Check the records below line by line, and report how many lines include the string "roads". No other words are needed.

[Opening Data records section]

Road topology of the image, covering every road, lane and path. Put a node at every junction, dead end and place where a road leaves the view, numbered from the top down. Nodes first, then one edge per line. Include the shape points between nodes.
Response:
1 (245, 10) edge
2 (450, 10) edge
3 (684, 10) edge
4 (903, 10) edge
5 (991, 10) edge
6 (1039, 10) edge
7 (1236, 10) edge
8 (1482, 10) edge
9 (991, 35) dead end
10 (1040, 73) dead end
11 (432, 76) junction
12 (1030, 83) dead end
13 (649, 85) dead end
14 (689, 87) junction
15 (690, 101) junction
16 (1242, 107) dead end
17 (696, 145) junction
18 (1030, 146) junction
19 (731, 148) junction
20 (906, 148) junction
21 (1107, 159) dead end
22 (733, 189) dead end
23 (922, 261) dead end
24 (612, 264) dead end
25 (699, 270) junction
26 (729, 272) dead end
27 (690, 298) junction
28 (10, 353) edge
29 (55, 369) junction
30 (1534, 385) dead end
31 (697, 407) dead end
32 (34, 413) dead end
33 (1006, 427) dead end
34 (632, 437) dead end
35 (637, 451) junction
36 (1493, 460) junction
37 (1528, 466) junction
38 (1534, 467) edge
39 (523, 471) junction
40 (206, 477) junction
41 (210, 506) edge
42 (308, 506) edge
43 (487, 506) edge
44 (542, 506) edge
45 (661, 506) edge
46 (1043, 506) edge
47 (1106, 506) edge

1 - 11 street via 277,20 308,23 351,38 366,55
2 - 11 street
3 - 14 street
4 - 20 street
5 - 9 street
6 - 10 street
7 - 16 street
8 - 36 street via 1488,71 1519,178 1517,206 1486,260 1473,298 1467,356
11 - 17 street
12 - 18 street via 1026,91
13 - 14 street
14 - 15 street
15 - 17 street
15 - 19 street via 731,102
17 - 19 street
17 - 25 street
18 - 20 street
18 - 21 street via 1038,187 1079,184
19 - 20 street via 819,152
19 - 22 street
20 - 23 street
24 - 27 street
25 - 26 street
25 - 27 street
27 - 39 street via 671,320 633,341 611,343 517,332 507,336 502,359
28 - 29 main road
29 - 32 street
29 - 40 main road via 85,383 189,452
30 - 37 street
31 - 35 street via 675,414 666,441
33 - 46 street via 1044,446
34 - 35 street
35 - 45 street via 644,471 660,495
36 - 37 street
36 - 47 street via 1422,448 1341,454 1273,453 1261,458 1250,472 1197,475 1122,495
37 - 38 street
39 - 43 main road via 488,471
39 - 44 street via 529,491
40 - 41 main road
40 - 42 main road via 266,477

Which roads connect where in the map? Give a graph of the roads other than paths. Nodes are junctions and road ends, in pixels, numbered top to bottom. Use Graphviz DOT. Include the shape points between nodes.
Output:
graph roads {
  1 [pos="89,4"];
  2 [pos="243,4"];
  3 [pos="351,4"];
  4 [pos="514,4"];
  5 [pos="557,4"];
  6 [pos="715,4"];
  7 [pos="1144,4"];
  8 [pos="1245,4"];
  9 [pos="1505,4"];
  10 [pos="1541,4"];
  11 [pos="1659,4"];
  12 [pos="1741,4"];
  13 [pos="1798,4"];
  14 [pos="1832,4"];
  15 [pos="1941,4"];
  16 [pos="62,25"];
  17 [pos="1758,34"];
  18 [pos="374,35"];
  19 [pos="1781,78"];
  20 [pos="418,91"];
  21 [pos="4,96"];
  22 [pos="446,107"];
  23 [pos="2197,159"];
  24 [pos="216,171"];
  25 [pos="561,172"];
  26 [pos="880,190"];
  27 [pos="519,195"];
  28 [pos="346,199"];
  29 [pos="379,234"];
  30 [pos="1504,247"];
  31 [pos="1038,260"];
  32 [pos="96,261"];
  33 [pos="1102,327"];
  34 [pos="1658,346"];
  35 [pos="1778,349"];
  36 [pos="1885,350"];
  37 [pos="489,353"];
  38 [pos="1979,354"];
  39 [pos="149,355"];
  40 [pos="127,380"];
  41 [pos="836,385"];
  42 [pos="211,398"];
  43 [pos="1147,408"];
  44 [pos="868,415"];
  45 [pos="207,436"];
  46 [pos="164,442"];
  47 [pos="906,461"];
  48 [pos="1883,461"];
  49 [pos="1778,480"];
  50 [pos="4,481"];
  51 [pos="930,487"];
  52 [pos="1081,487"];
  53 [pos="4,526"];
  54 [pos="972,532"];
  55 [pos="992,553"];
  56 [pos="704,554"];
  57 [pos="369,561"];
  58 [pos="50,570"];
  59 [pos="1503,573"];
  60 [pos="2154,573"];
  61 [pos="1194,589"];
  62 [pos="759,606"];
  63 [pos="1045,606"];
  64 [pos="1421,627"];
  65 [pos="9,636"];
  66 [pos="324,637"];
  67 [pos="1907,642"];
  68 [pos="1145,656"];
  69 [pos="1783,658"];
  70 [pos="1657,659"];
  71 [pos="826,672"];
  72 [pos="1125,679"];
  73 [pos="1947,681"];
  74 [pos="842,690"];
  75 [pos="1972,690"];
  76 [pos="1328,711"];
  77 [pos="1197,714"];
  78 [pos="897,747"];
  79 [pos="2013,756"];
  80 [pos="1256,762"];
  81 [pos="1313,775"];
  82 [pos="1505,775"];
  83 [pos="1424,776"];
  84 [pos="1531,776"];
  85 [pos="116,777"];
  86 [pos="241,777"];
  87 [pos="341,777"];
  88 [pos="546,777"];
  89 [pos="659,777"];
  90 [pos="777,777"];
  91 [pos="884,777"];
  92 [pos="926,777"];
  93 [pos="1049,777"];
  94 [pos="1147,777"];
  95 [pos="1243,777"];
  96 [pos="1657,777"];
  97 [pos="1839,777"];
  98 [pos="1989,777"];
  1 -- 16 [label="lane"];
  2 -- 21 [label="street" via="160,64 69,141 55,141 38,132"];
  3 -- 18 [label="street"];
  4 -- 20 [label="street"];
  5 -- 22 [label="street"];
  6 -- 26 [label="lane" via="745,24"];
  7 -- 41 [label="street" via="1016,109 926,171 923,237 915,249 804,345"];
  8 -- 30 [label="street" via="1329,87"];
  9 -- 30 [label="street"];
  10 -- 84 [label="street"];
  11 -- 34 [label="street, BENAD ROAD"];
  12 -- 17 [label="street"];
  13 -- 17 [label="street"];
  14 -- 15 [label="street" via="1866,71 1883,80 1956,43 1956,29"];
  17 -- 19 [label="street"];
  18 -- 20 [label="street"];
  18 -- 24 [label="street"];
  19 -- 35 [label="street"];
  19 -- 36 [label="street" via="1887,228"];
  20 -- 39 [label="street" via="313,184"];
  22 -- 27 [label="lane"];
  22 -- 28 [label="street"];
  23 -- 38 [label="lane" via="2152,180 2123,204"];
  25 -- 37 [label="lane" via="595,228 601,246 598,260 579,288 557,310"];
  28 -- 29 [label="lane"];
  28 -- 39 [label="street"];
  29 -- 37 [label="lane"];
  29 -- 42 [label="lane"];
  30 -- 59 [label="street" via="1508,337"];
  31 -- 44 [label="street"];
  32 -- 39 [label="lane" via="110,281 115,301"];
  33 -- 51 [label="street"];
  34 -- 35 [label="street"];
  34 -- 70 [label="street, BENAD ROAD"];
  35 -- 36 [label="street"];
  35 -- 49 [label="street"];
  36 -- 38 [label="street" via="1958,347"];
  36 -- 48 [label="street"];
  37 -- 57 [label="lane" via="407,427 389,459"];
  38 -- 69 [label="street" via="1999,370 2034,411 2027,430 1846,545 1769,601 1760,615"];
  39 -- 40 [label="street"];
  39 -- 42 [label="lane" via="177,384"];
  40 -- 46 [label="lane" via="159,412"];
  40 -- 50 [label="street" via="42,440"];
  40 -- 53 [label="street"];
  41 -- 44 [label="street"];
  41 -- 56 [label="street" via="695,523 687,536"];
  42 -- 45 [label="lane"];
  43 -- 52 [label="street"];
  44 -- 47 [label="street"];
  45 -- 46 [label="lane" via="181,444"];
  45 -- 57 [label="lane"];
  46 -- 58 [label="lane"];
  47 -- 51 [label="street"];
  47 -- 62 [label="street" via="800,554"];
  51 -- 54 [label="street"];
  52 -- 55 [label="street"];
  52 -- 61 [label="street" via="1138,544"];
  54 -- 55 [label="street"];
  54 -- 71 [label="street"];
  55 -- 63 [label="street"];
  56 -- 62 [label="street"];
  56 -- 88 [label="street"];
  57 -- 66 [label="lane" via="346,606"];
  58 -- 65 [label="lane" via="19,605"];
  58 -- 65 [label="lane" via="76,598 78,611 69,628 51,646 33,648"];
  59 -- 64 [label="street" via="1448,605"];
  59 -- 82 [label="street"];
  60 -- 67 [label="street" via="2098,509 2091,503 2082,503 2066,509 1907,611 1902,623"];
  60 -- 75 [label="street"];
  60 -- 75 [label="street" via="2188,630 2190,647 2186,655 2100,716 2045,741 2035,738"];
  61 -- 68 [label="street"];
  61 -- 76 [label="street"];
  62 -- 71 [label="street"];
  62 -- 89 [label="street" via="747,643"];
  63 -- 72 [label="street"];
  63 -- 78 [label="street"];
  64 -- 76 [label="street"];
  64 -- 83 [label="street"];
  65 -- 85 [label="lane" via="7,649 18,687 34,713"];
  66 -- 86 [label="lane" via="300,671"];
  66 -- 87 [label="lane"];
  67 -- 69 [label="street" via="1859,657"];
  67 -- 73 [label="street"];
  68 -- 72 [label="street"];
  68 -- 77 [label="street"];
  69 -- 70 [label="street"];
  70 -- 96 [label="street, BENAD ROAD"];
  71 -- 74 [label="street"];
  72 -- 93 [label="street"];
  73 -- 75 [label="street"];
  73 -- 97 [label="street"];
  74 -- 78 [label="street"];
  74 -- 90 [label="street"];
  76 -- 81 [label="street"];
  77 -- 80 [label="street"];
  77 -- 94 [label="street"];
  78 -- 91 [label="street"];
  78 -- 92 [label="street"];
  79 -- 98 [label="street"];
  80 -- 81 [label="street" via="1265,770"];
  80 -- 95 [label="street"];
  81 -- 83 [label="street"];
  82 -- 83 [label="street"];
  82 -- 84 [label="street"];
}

[Closing Data records section]

◆ Answer section ◆
2